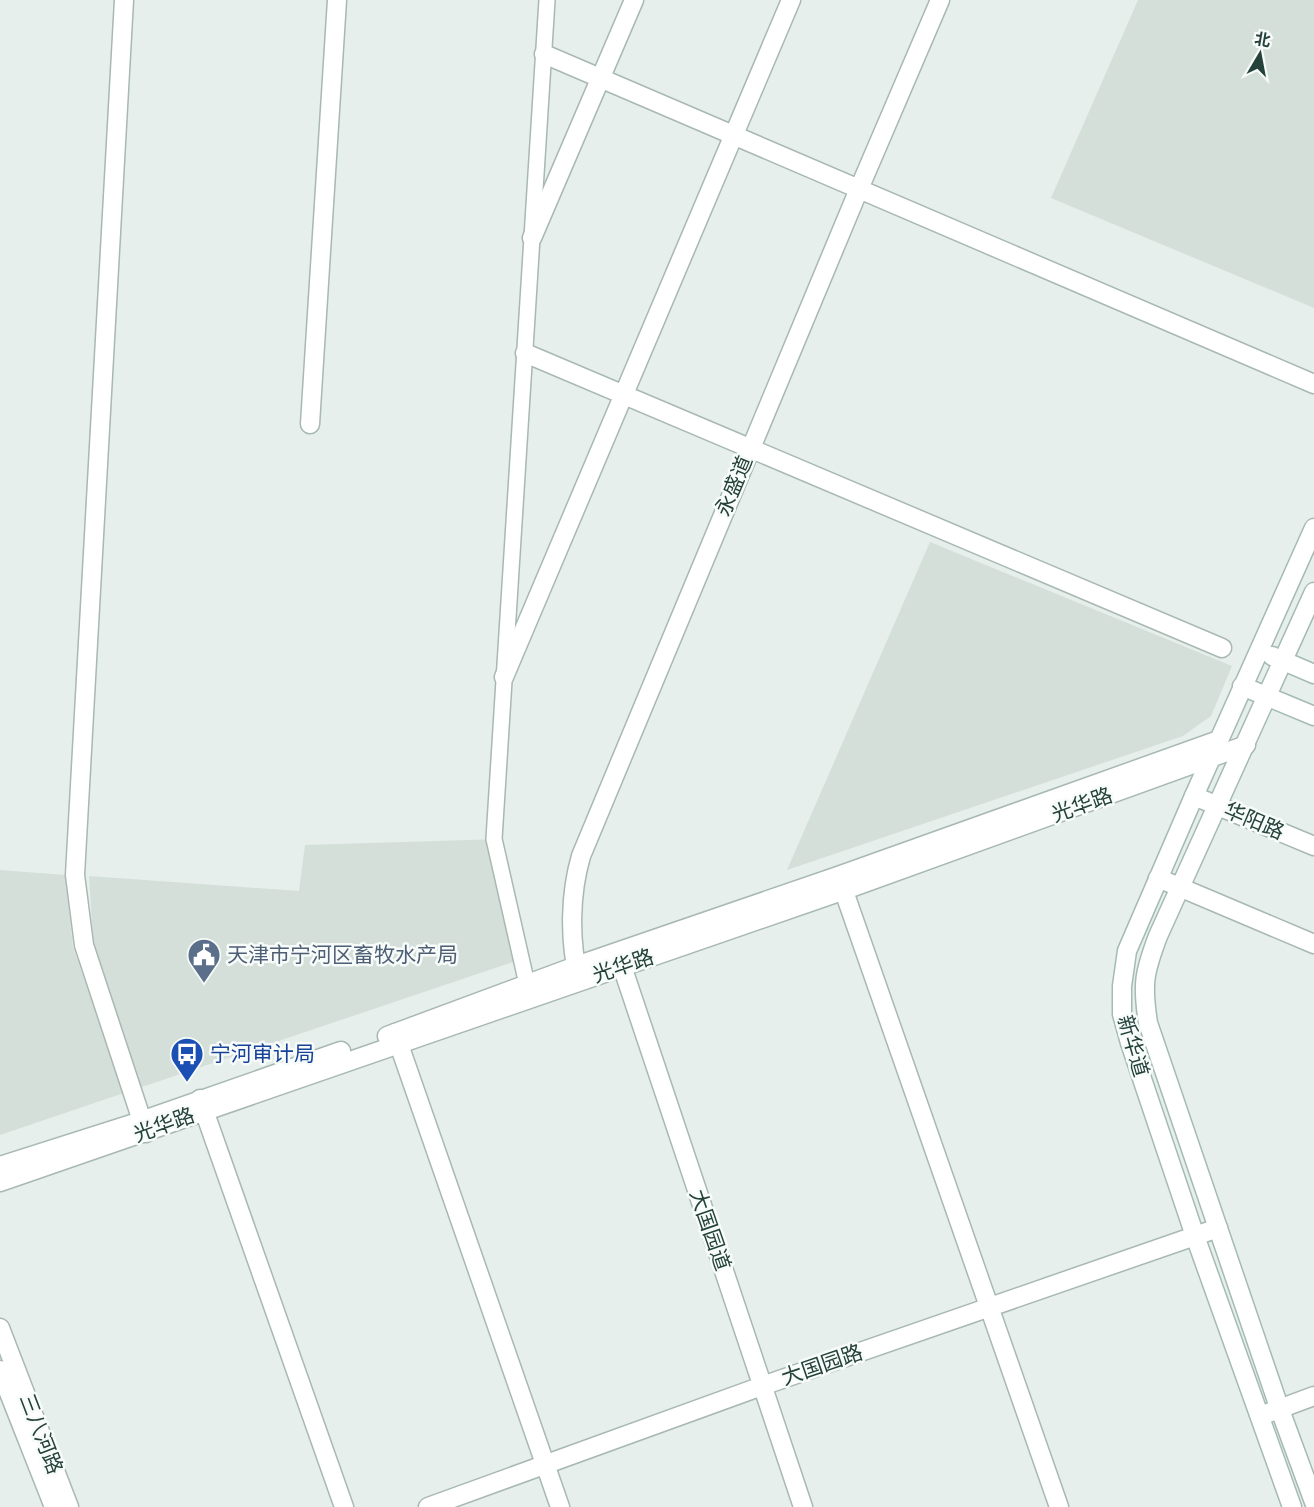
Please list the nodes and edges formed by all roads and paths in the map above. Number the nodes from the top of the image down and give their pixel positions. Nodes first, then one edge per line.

---

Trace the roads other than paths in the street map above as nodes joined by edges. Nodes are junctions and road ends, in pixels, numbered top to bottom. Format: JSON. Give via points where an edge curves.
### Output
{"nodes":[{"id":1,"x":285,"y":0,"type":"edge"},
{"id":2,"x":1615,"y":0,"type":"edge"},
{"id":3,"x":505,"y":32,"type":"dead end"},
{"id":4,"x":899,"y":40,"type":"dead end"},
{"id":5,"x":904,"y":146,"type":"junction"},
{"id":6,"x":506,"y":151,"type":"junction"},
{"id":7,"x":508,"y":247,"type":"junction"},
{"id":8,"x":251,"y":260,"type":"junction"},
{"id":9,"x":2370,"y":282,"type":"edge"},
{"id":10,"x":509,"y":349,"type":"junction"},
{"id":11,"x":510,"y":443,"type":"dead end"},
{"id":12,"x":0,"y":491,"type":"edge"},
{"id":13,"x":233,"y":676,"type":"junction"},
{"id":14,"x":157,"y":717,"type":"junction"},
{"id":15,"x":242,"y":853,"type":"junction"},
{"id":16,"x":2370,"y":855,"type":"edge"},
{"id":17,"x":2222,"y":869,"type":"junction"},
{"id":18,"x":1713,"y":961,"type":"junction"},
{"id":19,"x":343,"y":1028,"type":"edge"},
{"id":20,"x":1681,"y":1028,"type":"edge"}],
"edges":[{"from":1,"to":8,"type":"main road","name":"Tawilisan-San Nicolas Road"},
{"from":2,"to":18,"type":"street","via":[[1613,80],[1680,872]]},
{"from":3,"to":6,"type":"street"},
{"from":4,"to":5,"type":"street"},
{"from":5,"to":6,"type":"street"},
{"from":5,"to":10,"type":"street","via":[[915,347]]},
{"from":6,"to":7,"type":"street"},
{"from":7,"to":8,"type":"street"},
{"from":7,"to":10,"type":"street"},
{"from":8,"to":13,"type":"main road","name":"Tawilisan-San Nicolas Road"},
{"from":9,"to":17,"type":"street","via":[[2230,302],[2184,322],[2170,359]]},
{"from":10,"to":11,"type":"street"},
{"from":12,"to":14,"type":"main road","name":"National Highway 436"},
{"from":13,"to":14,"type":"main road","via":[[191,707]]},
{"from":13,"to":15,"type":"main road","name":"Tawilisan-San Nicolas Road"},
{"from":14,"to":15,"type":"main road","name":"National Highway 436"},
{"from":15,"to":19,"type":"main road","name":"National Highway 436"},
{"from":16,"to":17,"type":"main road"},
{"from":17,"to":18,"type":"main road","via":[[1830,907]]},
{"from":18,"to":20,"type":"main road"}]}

* [WHAT THE TASK ASKS]:
Retrieve every line above holding the word "roads".

* [SOLUTION TO THIS PROBLEM]:
Please list the nodes and edges formed by all roads and paths in the map above. Number the nodes from the top of the image down and give their pixel positions. Nodes first, then one edge per line.
Trace the roads other than paths in the street map above as nodes joined by edges. Nodes are junctions and road ends, in pixels, numbered top to bottom. Format: JSON. Give via points where an edge curves.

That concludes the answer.